(a) The articles of incorporation must prescribe the classes of shares and the number of shares of each class that the corporation is authorized to issue. If more than one class of shares is authorized, the articles of incorporation must prescribe a distinguishing designation for each class, and, prior to the issuance of shares of a class, the preferences, limitations, and relative rights of that class must be described in the articles of incorporation. All shares of a class must have preferences, limitations, and relative rights identical with those of other shares of the same class except to the extent otherwise permitted by Section 10A-2-6.02.
(b) The articles of incorporation must authorize (1) one or more classes of shares that together have unlimited voting rights, and (2) one or more classes of shares, which may be the same class or classes as those with voting rights, that together are entitled to receive the net assets of the corporation upon dissolution.

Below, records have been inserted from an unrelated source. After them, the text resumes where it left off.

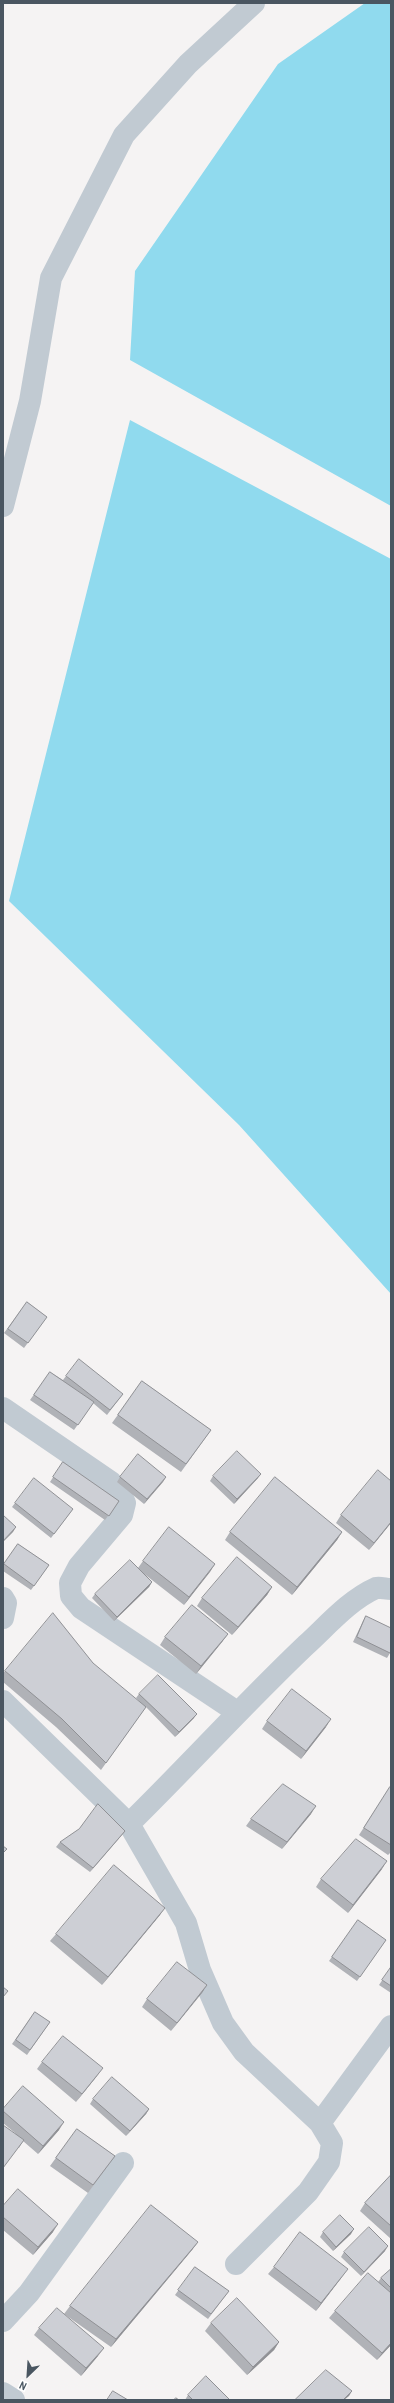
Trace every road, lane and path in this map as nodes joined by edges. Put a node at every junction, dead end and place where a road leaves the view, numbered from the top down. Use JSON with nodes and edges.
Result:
{"nodes":[{"id":1,"x":254,"y":3,"type":"edge"},
{"id":2,"x":3,"y":506,"type":"edge"},
{"id":3,"x":3,"y":1408,"type":"edge"},
{"id":4,"x":391,"y":1589,"type":"edge"},
{"id":5,"x":3,"y":1598,"type":"edge"},
{"id":6,"x":3,"y":1618,"type":"edge"},
{"id":7,"x":3,"y":1701,"type":"edge"},
{"id":8,"x":237,"y":1712,"type":"junction"},
{"id":9,"x":129,"y":1824,"type":"junction"},
{"id":10,"x":391,"y":2026,"type":"edge"},
{"id":11,"x":320,"y":2123,"type":"junction"},
{"id":12,"x":123,"y":2163,"type":"dead end"},
{"id":13,"x":236,"y":2264,"type":"dead end"},
{"id":14,"x":3,"y":2321,"type":"edge"},
{"id":15,"x":3,"y":2393,"type":"edge"},
{"id":16,"x":14,"y":2400,"type":"edge"}],
"edges":[{"from":1,"to":2,"type":"street"},
{"from":3,"to":8,"type":"street"},
{"from":4,"to":8,"type":"street"},
{"from":5,"to":6,"type":"street"},
{"from":7,"to":9,"type":"street"},
{"from":8,"to":9,"type":"street"},
{"from":9,"to":11,"type":"street"},
{"from":10,"to":11,"type":"street"},
{"from":11,"to":13,"type":"street"},
{"from":12,"to":14,"type":"street"},
{"from":15,"to":16,"type":"street"}]}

(c) The articles of incorporation may authorize one or more classes of shares that:
(1) Have special, conditional, or limited voting rights, or no right to vote, except to the extent prohibited by this chapter or other law;
(2) Are redeemable or convertible as specified in the articles of incorporation: (i) at the option of the corporation, the shareholder, or another person or upon the occurrence of a designated event; (ii) for cash, indebtedness, securities, or other property; (iii) in a designated amount or in an amount determined in accordance with a designated formula or by reference to extrinsic data or events;
(3) Entitle the holders to distributions calculated in any manner, including dividends that may be cumulative, noncumulative, or partially cumulative;
(4) Have preference over any other class of shares with respect to distributions whether upon the dissolution of the corporation or otherwise.
(d) The description of the designations, preferences, limitations, and relative rights of share classes in subsection (c) is not exhaustive.